24 novembro 2019

Privatizações são o caminho para reeleição de Bolsonaro, defende Delfim Netto

Segundo ex-ministro, muitos políticos têm medo que governo tenha êxito e consiga se reeleger em 2022, o que dependeria do enxugamento do estado

Delfim Netto diz ver governo Bolsonaro no rumo certo na economia

Antônio Delfim Netto, ex-ministro, ex-deputado e decano da economia brasileira, orbita o poder há décadas e faz questão de alertar sobre os caminhos que entende como certeiros para o Brasil na direção do crescimento sustentável .

Um dos principais responsáveis pelo “milagre” econômico que proporcionou desenvolvimento acelerado entre os anos de 1968 a 1973, durante a ditadura militar,  Delfim Netto soube se afastar da imagem manchada pelo autoritarismo do regime ao qual fez parte e ajudou a manter, conseguindo, posteriormente, aproximar-se de governos ideologicamente distintos em relação à ditadura.

Ao longo de sua trajetória, a paternidade de uma ideia – teve outras, mas essa certamente o guindou ao posto de guru — fez com que todos compreendessem a importância de deixar crescer o bolo para depois dividi-lo .

Otimista por convicção e princípio, Delfim foi e segue sendo um atávico defensor do crescimento econômico como saída para todos os males.

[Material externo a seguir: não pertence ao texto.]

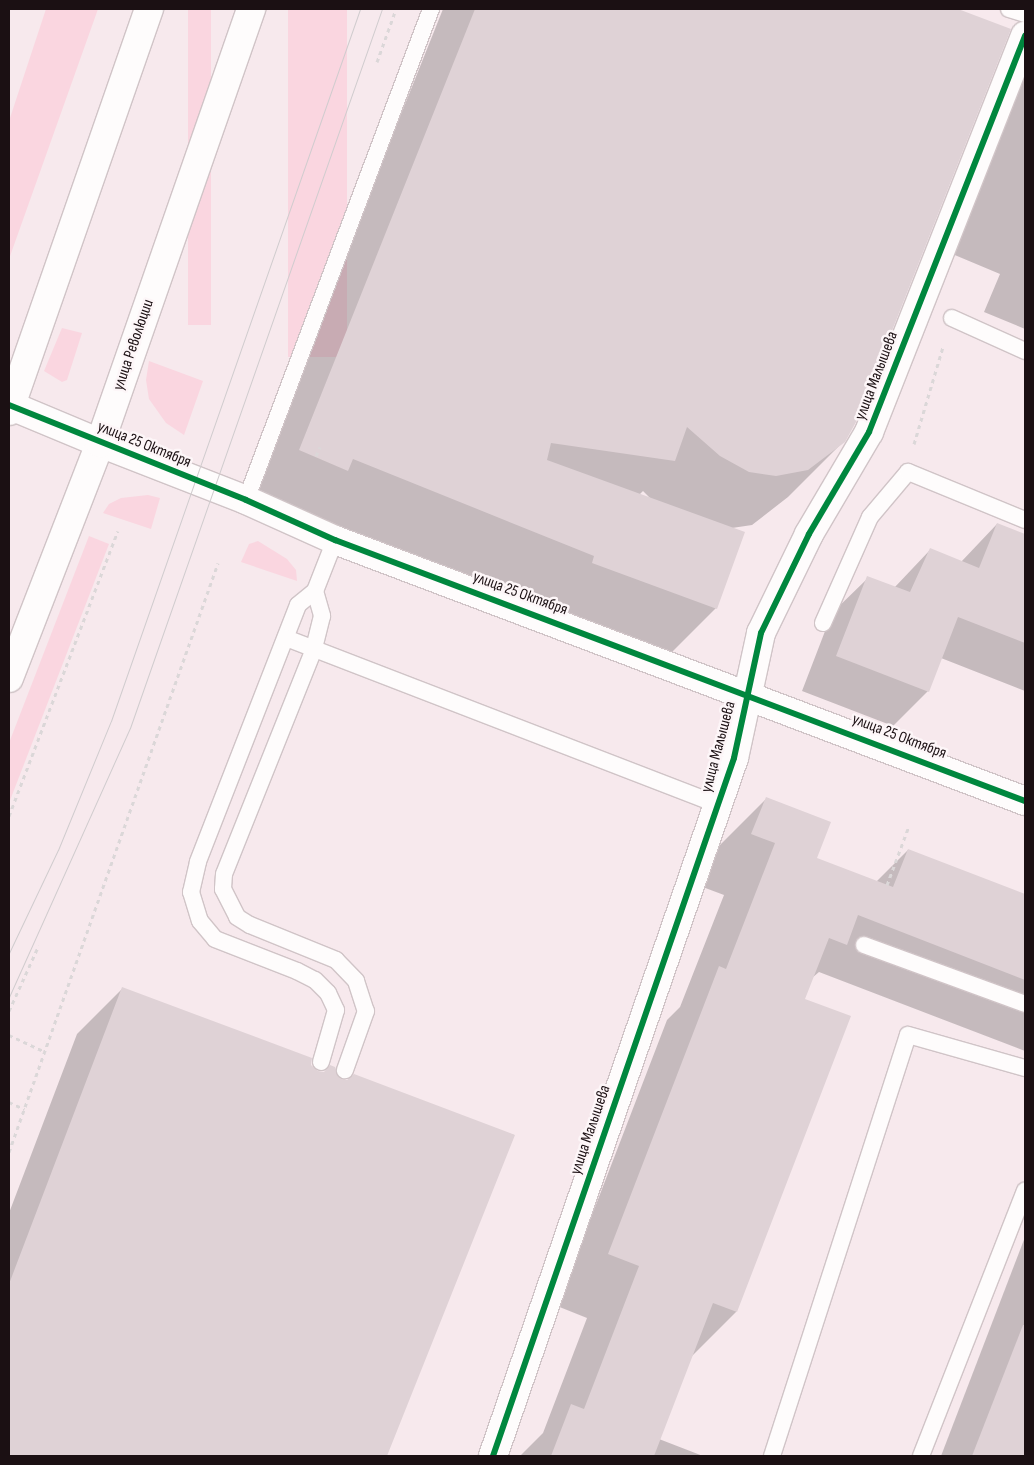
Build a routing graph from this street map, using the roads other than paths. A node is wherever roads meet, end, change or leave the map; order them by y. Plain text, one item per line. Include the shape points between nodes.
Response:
1 (149, 9) edge
2 (251, 9) edge
3 (431, 9) edge
4 (1009, 9) edge
5 (1025, 14) edge
6 (1025, 36) edge
7 (952, 318) dead end
8 (1025, 351) edge
9 (9, 407) edge
10 (100, 443) junction
11 (246, 500) junction
12 (1025, 520) edge
13 (335, 540) junction
14 (315, 591) junction
15 (823, 623) dead end
16 (286, 638) junction
17 (314, 650) junction
18 (9, 678) edge
19 (747, 694) junction
20 (1025, 801) edge
21 (718, 804) junction
22 (864, 945) dead end
23 (1025, 1004) edge
24 (321, 1062) dead end
25 (1025, 1068) edge
26 (344, 1070) dead end
27 (1025, 1190) edge
28 (493, 1456) edge
29 (772, 1456) edge
30 (922, 1456) edge

1 - 9 street
2 - 10 street, улица Революции
3 - 11 lane
4 - 5 lane
6 - 19 street, улица Малышева via 869,432 809,534 761,633
7 - 8 lane
9 - 10 street, улица 25 Октября
10 - 11 street, улица 25 Октября
10 - 18 street, улица Революции
11 - 13 street, улица 25 Октября
12 - 15 lane via 908,472 870,518
13 - 14 lane
13 - 19 street, улица 25 Октября
14 - 16 lane via 298,606
14 - 17 lane via 322,616
16 - 17 lane
16 - 24 lane via 198,862 191,892 200,921 215,939 297,971 315,980 328,993 336,1010
17 - 21 lane
17 - 26 lane via 224,874 223,889 237,917 336,960 356,980 366,1011
19 - 20 street, улица 25 Октября
19 - 21 street, улица Малышева via 734,758
21 - 28 street, улица Малышева
22 - 23 lane
25 - 29 lane via 908,1036
27 - 30 lane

Resguardado, ele busca costurar uma teia de teorias que, juntas, podem elucidar a complexa equação que mistura geração de empregos, resgate da indústria, incremento das exportações, estímulo aos investimentos e garantia de um mercado de ações ativo para firmar o chamado ciclo positivo da economia .

Aos 91 anos, ele acha que as mudanças propostas pelo ministro da Economia, Paulo Guedes , são mais ambiciosas “do que aquelas que qualquer um tenha imaginado até hoje”. As mudanças estruturais que Guedes está propondo dentro do plano “Mais Brasil” têm o condão de organizar a economia.

Para o ex-ministro, as transformações propostas por Guedes comportam “ambições” maiores em relação às que ele próprio sugeriu no programa “Ponte para o Futuro”, posto em prática pelo ex-presidente Michel Temer em 2016 como forma de recuperar a economia.

Delfim acredita que o atual governo, no entanto, em que pese os bons técnicos disponíveis na equipe econômica, não conseguirá repetir os resultados do milagre . "O mundo era outro, as circunstâncias eram bem diferentes", ressalva.

O ex-ministro entende que a política executada por Guedes, obedecendo os fundamentos do corte dos gastos públicos lançados pelo governo anterior, já está surtindo efeitos positivos.

"No setor público, o ajuste fiscal caminha razoavelmente", diz ele, que continua mais ativo do que nunca, não apenas como professor emérito da Faculdade de Economia e Administração (FEA), da Universidade de São Paulo (USP), mas também como consultor de grandes empresas.

Para ele, a redução da taxa de juros , que atinge o mais baixo patamar da história (5% ao ano), pode atrair novos investidores. "Somos um País com estabilidade, com projetos que têm taxas reais de retorno de 7% a 8% ao ano, por 25 ou 30 anos, quando o mundo está com taxas de juros negativas".

Delfim recomenda que o atual governo negocie melhor com o Congresso os avanços propostos por Guedes e fixe regras para que flua melhor a atração de investimentos por meio das privatizações , leilões e projetos de parcerias-público-privadas — fundamentais para o crescimento da economia, segundo ele.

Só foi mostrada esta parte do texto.